A key failing is that interventions have tended to focus on hardware — most infamously the “One Laptop Per Child” program — at the expense of issues such as adapting technology to local contexts, usability, and sustainability. Most research on ed tech has also been gleaned from high-income countries.
The EdTech Hub seeks to redress this by doing more research into which solutions are working in low-income settings and why, and how these lessons can be replicated and scaled.
“Educational technology can transform how children learn, but in many developing countries it is often only available in the wrong language or schools do not have the right tools to keep their software in working order,” Harriett Baldwin, DFID’s minister for Africa, said in a press release.

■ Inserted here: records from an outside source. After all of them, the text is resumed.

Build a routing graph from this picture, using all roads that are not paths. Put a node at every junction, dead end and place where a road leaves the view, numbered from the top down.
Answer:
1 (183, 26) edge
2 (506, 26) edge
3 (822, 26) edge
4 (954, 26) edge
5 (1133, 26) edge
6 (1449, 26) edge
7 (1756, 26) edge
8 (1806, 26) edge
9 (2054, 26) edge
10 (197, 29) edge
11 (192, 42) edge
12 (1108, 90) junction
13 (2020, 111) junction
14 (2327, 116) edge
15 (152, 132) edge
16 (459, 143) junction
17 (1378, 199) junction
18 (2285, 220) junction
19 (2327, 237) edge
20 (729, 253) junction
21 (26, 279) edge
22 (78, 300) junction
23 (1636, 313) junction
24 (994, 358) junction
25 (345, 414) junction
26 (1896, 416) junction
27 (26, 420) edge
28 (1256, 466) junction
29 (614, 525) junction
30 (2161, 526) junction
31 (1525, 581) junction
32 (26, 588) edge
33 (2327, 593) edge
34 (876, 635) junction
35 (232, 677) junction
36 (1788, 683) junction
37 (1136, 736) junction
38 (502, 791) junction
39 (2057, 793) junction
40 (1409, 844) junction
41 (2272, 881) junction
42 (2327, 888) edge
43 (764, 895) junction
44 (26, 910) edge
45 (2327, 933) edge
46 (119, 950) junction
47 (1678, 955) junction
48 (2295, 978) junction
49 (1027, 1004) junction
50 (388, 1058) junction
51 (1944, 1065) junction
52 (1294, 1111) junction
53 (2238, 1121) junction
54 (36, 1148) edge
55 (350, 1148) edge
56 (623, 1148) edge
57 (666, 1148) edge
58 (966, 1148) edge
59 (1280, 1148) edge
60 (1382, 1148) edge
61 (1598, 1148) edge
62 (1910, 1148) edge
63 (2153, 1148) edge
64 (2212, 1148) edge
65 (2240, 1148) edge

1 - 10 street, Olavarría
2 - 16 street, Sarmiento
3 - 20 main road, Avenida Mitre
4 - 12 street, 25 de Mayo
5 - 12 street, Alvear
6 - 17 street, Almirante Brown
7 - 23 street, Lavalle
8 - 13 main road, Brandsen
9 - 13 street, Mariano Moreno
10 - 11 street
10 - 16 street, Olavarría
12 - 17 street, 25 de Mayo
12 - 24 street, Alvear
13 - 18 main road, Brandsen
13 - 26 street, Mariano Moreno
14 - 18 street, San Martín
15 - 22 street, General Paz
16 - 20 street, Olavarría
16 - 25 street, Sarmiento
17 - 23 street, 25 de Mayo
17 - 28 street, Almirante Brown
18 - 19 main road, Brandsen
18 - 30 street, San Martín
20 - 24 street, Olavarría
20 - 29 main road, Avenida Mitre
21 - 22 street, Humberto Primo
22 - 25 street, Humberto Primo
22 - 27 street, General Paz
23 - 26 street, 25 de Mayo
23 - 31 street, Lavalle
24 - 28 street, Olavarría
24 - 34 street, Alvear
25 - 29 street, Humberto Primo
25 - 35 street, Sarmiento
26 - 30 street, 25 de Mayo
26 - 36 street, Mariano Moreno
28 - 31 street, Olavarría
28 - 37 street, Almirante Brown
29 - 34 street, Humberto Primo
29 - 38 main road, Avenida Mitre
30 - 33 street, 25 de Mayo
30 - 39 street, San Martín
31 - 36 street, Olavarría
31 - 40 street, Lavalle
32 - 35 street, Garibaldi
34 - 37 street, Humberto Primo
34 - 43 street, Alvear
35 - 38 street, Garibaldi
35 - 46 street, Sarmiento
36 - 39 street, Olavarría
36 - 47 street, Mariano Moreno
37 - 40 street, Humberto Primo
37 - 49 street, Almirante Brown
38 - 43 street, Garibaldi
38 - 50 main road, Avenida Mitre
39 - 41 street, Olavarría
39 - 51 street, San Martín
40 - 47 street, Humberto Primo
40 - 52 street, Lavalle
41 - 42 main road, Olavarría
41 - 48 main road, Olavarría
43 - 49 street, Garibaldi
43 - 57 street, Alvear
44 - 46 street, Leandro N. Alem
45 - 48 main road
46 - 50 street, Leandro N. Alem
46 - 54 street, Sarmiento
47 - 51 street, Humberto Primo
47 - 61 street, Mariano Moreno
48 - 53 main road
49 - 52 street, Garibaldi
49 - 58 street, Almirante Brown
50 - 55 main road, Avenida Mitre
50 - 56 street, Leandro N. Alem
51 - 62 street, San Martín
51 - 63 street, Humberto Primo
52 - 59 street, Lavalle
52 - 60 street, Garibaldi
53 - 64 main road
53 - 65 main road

For the first time, the hub will offer teachers and governments a “substantial amount of practical research” to draw from when choosing the “right technology for their classrooms,” Baldwin added.
It will carry out research to develop new digital tools to improve learning, test, and tailor technologies in classrooms, and offer technical assistance to governments on how to integrate the tools.

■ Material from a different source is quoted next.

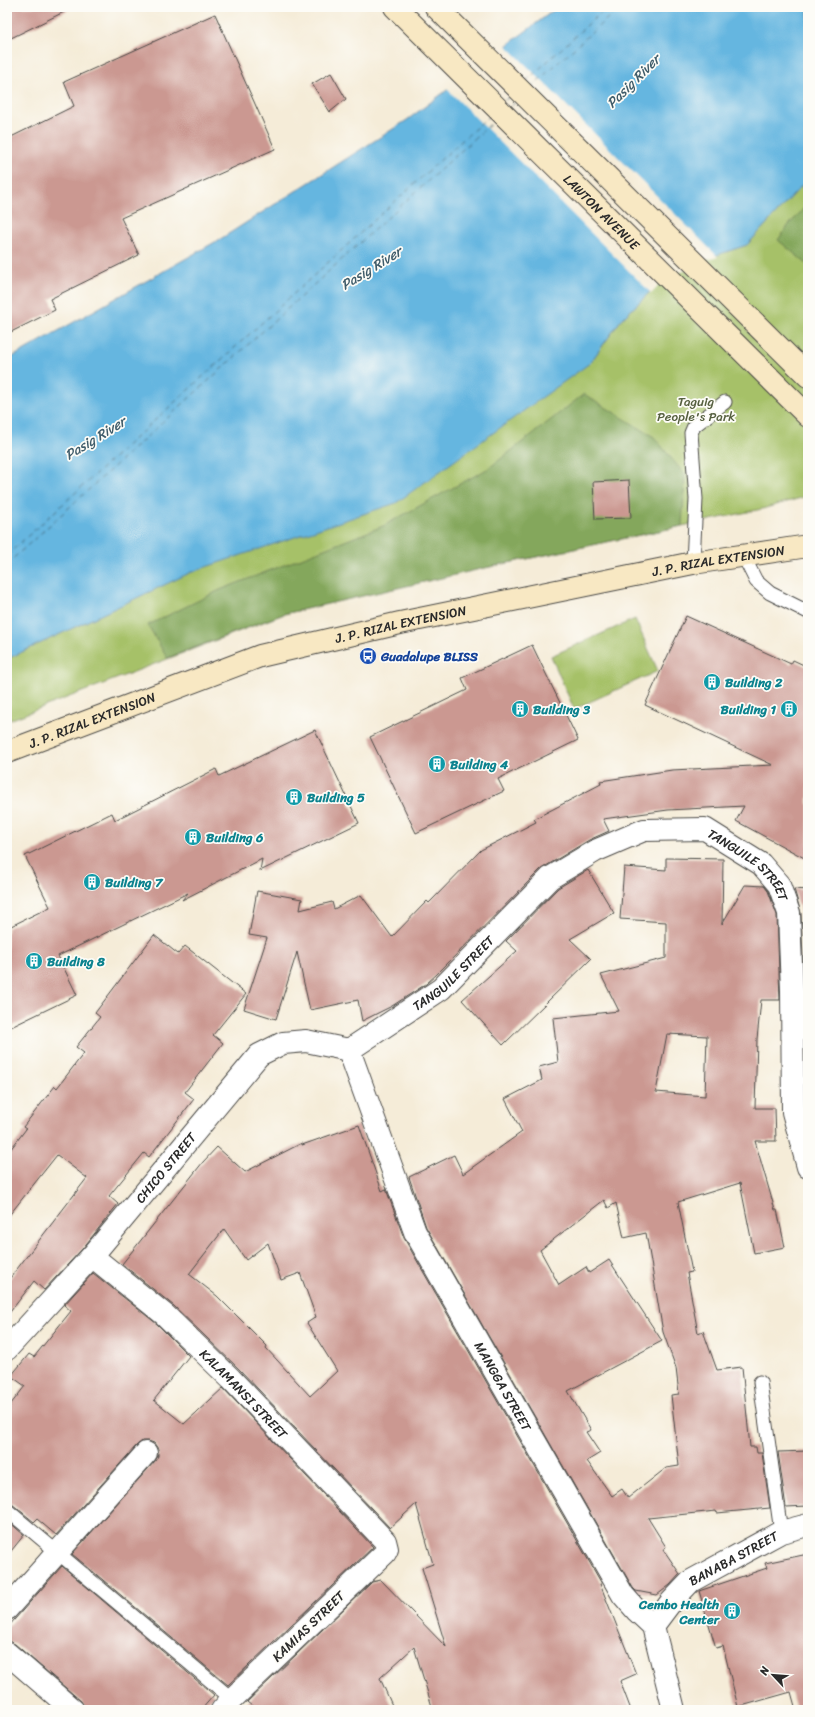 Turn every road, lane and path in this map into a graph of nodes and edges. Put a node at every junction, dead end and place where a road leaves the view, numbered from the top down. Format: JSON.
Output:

Partners in the project include the University of Cambridge, which will lead the research work, and British technology company Brink, which will work with governments and educators to scale promising technologies.
“Technology use has to be adapted to the cultural context and one-size-fits-all solutions simply don’t work. Rather than hoping for the best, we have to carefully review and iterate, generating insights from rigorous research and applying them in practice,” said Sara Hennessy, from the University of Cambridge Faculty of Education.
However, some education experts expressed doubts. Susannah Hares, who co-leads the Center for Global Development’s education work, said she hoped the hub’s research would extend beyond pilots and apps.
“The big challenge is to generate evidence on whether ed tech can be effectively integrated into large, capacity-constrained public education systems. This isn't a software problem that a new app can solve: It's about how to get complex systems to procure and contract tech suppliers effectively, and to monitor their performance in terms of outcomes for children,” Hares said.
“Politics and people will be as important as products, and I hope that the research conducted by the new hub starts to fill some of those gaps,” she added.